Your objective:
After counting the lines below that hold the word "Edenhill", reply with the count and nothing else.

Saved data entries
■ ■ ■ ■

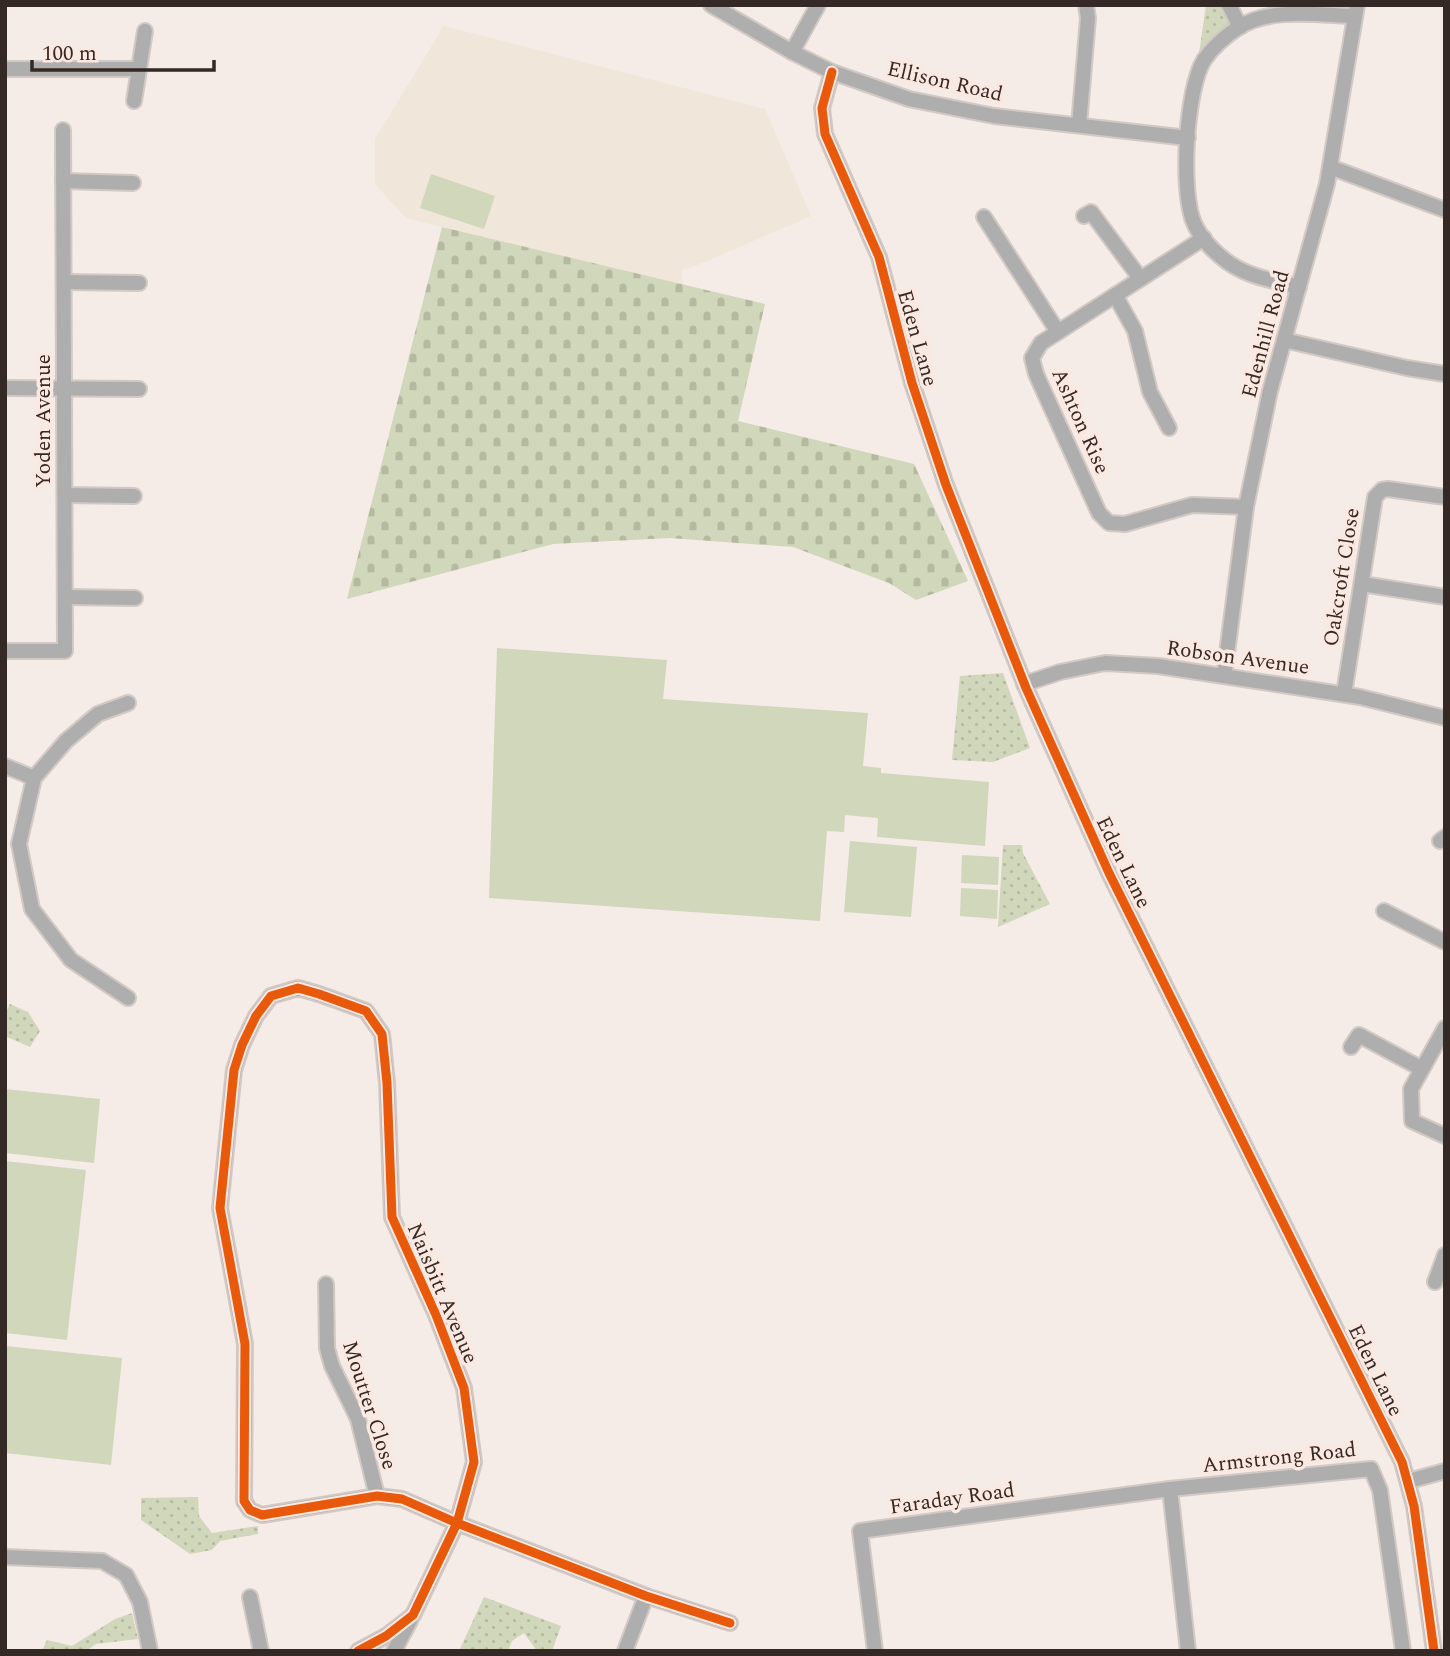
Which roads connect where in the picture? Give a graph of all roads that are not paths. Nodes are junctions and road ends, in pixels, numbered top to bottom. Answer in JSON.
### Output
{"nodes":[{"id":1,"x":711,"y":5,"type":"edge"},
{"id":2,"x":818,"y":5,"type":"edge"},
{"id":3,"x":1086,"y":5,"type":"edge"},
{"id":4,"x":1230,"y":5,"type":"edge"},
{"id":5,"x":1356,"y":11,"type":"edge"},
{"id":6,"x":1240,"y":27,"type":"junction"},
{"id":7,"x":145,"y":31,"type":"dead end"},
{"id":8,"x":792,"y":52,"type":"junction"},
{"id":9,"x":5,"y":69,"type":"edge"},
{"id":10,"x":139,"y":69,"type":"junction"},
{"id":11,"x":832,"y":72,"type":"junction"},
{"id":12,"x":134,"y":101,"type":"dead end"},
{"id":13,"x":1079,"y":125,"type":"junction"},
{"id":14,"x":63,"y":130,"type":"dead end"},
{"id":15,"x":1188,"y":138,"type":"junction"},
{"id":16,"x":1330,"y":167,"type":"junction"},
{"id":17,"x":63,"y":181,"type":"junction"},
{"id":18,"x":133,"y":183,"type":"dead end"},
{"id":19,"x":1445,"y":210,"type":"edge"},
{"id":20,"x":1084,"y":216,"type":"dead end"},
{"id":21,"x":984,"y":217,"type":"dead end"},
{"id":22,"x":1204,"y":238,"type":"junction"},
{"id":23,"x":1140,"y":278,"type":"junction"},
{"id":24,"x":64,"y":282,"type":"junction"},
{"id":25,"x":139,"y":282,"type":"dead end"},
{"id":26,"x":1299,"y":287,"type":"junction"},
{"id":27,"x":1115,"y":295,"type":"junction"},
{"id":28,"x":1058,"y":332,"type":"junction"},
{"id":29,"x":1284,"y":340,"type":"junction"},
{"id":30,"x":1445,"y":374,"type":"edge"},
{"id":31,"x":64,"y":387,"type":"junction"},
{"id":32,"x":5,"y":388,"type":"edge"},
{"id":33,"x":139,"y":389,"type":"dead end"},
{"id":34,"x":1169,"y":428,"type":"dead end"},
{"id":35,"x":65,"y":495,"type":"junction"},
{"id":36,"x":134,"y":496,"type":"dead end"},
{"id":37,"x":1445,"y":497,"type":"edge"},
{"id":38,"x":1246,"y":507,"type":"junction"},
{"id":39,"x":1362,"y":584,"type":"junction"},
{"id":40,"x":65,"y":597,"type":"junction"},
{"id":41,"x":1445,"y":597,"type":"edge"},
{"id":42,"x":135,"y":598,"type":"dead end"},
{"id":43,"x":5,"y":651,"type":"edge"},
{"id":44,"x":1224,"y":676,"type":"junction"},
{"id":45,"x":1024,"y":684,"type":"junction"},
{"id":46,"x":1344,"y":694,"type":"junction"},
{"id":47,"x":128,"y":703,"type":"dead end"},
{"id":48,"x":1445,"y":718,"type":"edge"},
{"id":49,"x":5,"y":766,"type":"edge"},
{"id":50,"x":34,"y":778,"type":"junction"},
{"id":51,"x":1384,"y":911,"type":"dead end"},
{"id":52,"x":1445,"y":942,"type":"edge"},
{"id":53,"x":128,"y":998,"type":"dead end"},
{"id":54,"x":1445,"y":1028,"type":"edge"},
{"id":55,"x":1351,"y":1047,"type":"dead end"},
{"id":56,"x":1422,"y":1069,"type":"junction"},
{"id":57,"x":1445,"y":1136,"type":"edge"},
{"id":58,"x":1445,"y":1255,"type":"edge"},
{"id":59,"x":1436,"y":1282,"type":"dead end"},
{"id":60,"x":326,"y":1284,"type":"dead end"},
{"id":61,"x":1445,"y":1471,"type":"edge"},
{"id":62,"x":1409,"y":1481,"type":"junction"},
{"id":63,"x":1170,"y":1489,"type":"junction"},
{"id":64,"x":377,"y":1496,"type":"junction"},
{"id":65,"x":457,"y":1523,"type":"junction"},
{"id":66,"x":5,"y":1557,"type":"edge"},
{"id":67,"x":646,"y":1596,"type":"junction"},
{"id":68,"x":250,"y":1597,"type":"dead end"},
{"id":69,"x":413,"y":1615,"type":"junction"},
{"id":70,"x":730,"y":1623,"type":"dead end"},
{"id":71,"x":150,"y":1651,"type":"edge"},
{"id":72,"x":261,"y":1651,"type":"edge"},
{"id":73,"x":358,"y":1651,"type":"edge"},
{"id":74,"x":394,"y":1651,"type":"edge"},
{"id":75,"x":625,"y":1651,"type":"edge"},
{"id":76,"x":875,"y":1651,"type":"edge"},
{"id":77,"x":1188,"y":1651,"type":"edge"},
{"id":78,"x":1403,"y":1651,"type":"edge"},
{"id":79,"x":1434,"y":1651,"type":"edge"}],
"edges":[{"from":1,"to":8,"type":"street","name":"Ellison Road"},
{"from":2,"to":8,"type":"street"},
{"from":3,"to":13,"type":"street"},
{"from":4,"to":6,"type":"street"},
{"from":5,"to":6,"type":"street"},
{"from":5,"to":16,"type":"street","name":"Edenhill Road"},
{"from":6,"to":15,"type":"street"},
{"from":7,"to":10,"type":"street"},
{"from":8,"to":11,"type":"street","name":"Ellison Road"},
{"from":9,"to":10,"type":"street"},
{"from":10,"to":12,"type":"street"},
{"from":11,"to":13,"type":"street","name":"Ellison Road"},
{"from":11,"to":45,"type":"street","name":"Eden Lane"},
{"from":13,"to":15,"type":"street","name":"Ellison Road"},
{"from":14,"to":17,"type":"street","name":"Yoden Avenue"},
{"from":15,"to":22,"type":"street"},
{"from":16,"to":19,"type":"street"},
{"from":16,"to":26,"type":"street","name":"Edenhill Road"},
{"from":17,"to":18,"type":"street"},
{"from":17,"to":24,"type":"street","name":"Yoden Avenue"},
{"from":20,"to":23,"type":"street"},
{"from":21,"to":28,"type":"street"},
{"from":22,"to":23,"type":"street","name":"Ashton Rise"},
{"from":22,"to":26,"type":"street"},
{"from":23,"to":27,"type":"street","name":"Ashton Rise"},
{"from":24,"to":25,"type":"street"},
{"from":24,"to":31,"type":"street","name":"Yoden Avenue"},
{"from":26,"to":29,"type":"street","name":"Edenhill Road"},
{"from":27,"to":28,"type":"street","name":"Ashton Rise"},
{"from":27,"to":34,"type":"street"},
{"from":28,"to":38,"type":"street","name":"Ashton Rise"},
{"from":29,"to":30,"type":"street"},
{"from":29,"to":38,"type":"street","name":"Edenhill Road"},
{"from":31,"to":32,"type":"street"},
{"from":31,"to":33,"type":"street"},
{"from":31,"to":35,"type":"street","name":"Yoden Avenue"},
{"from":35,"to":36,"type":"street"},
{"from":35,"to":40,"type":"street","name":"Yoden Avenue"},
{"from":37,"to":39,"type":"street","name":"Oakcroft Close"},
{"from":38,"to":44,"type":"street","name":"Edenhill Road"},
{"from":39,"to":41,"type":"street"},
{"from":39,"to":46,"type":"street","name":"Oakcroft Close"},
{"from":40,"to":42,"type":"street"},
{"from":40,"to":43,"type":"street","name":"Yoden Avenue"},
{"from":44,"to":45,"type":"street","name":"Robson Avenue"},
{"from":44,"to":46,"type":"street","name":"Robson Avenue"},
{"from":45,"to":62,"type":"street","name":"Eden Lane"},
{"from":46,"to":48,"type":"street","name":"Robson Avenue"},
{"from":47,"to":50,"type":"street"},
{"from":49,"to":50,"type":"street"},
{"from":50,"to":53,"type":"street"},
{"from":51,"to":52,"type":"street"},
{"from":54,"to":56,"type":"street"},
{"from":55,"to":56,"type":"street"},
{"from":56,"to":57,"type":"street"},
{"from":58,"to":59,"type":"street"},
{"from":60,"to":64,"type":"street","name":"Moutter Close"},
{"from":61,"to":62,"type":"street"},
{"from":62,"to":79,"type":"street","name":"Eden Lane"},
{"from":63,"to":76,"type":"street","name":"Faraday Road"},
{"from":63,"to":77,"type":"street"},
{"from":63,"to":78,"type":"street","name":"Armstrong Road"},
{"from":64,"to":65,"type":"street"},
{"from":64,"to":65,"type":"street","name":"Naisbitt Avenue"},
{"from":65,"to":67,"type":"street"},
{"from":65,"to":69,"type":"street","name":"Naisbitt Avenue"},
{"from":66,"to":71,"type":"street"},
{"from":67,"to":70,"type":"street"},
{"from":67,"to":75,"type":"street"},
{"from":68,"to":72,"type":"street"},
{"from":69,"to":73,"type":"street"},
{"from":69,"to":74,"type":"street","name":"Naisbitt Avenue"}]}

■ ■ ■ ■

Output for this task:
5